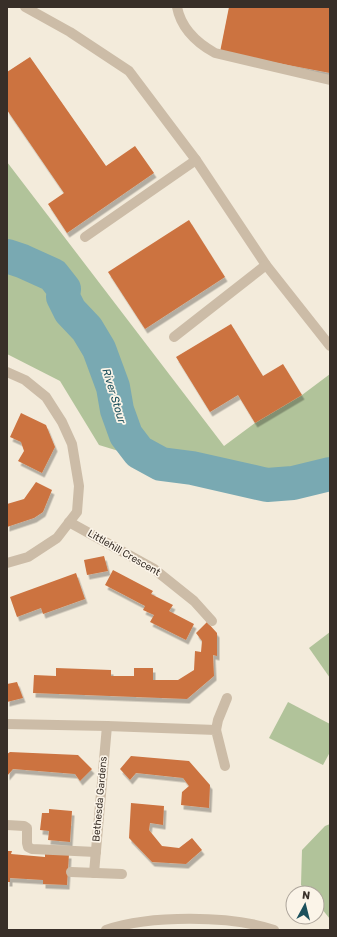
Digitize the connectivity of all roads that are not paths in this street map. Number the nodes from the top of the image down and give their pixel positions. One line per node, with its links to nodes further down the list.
1 (25, 7): 4 (street)
2 (177, 7): 3 (street)
3 (330, 80)
4 (196, 160): 5 (street); 6 (street)
5 (85, 237)
6 (266, 265): 7 (street); 8 (street)
7 (174, 337)
8 (330, 346)
9 (7, 372): 10 (street)
10 (69, 522): 11 (street); 12 (street, Littlehill Crescent)
11 (7, 563)
12 (212, 621)
13 (227, 698): 16 (street)
14 (7, 724): 15 (street)
15 (107, 726): 16 (street); 19 (street, Bethesda Gardens)
16 (216, 730): 17 (street)
17 (225, 766)
18 (7, 825): 19 (street)
19 (96, 852): 21 (street, Bethesda Gardens)
20 (71, 872): 21 (street)
21 (94, 873): 22 (street)
22 (122, 874)
23 (106, 930): 24 (street)
24 (274, 930)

- _Required action_
Could you reproduce the listing above exactly and drop every picture?

- _Written solution_
Digitize the connectivity of all roads that are not paths in this street map. Number the nodes from the top of the image down and give their pixel positions. One line per node, with its links to nodes further down the list.
1 (25, 7): 4 (street)
2 (177, 7): 3 (street)
3 (330, 80)
4 (196, 160): 5 (street); 6 (street)
5 (85, 237)
6 (266, 265): 7 (street); 8 (street)
7 (174, 337)
8 (330, 346)
9 (7, 372): 10 (street)
10 (69, 522): 11 (street); 12 (street, Littlehill Crescent)
11 (7, 563)
12 (212, 621)
13 (227, 698): 16 (street)
14 (7, 724): 15 (street)
15 (107, 726): 16 (street); 19 (street, Bethesda Gardens)
16 (216, 730): 17 (street)
17 (225, 766)
18 (7, 825): 19 (street)
19 (96, 852): 21 (street, Bethesda Gardens)
20 (71, 872): 21 (street)
21 (94, 873): 22 (street)
22 (122, 874)
23 (106, 930): 24 (street)
24 (274, 930)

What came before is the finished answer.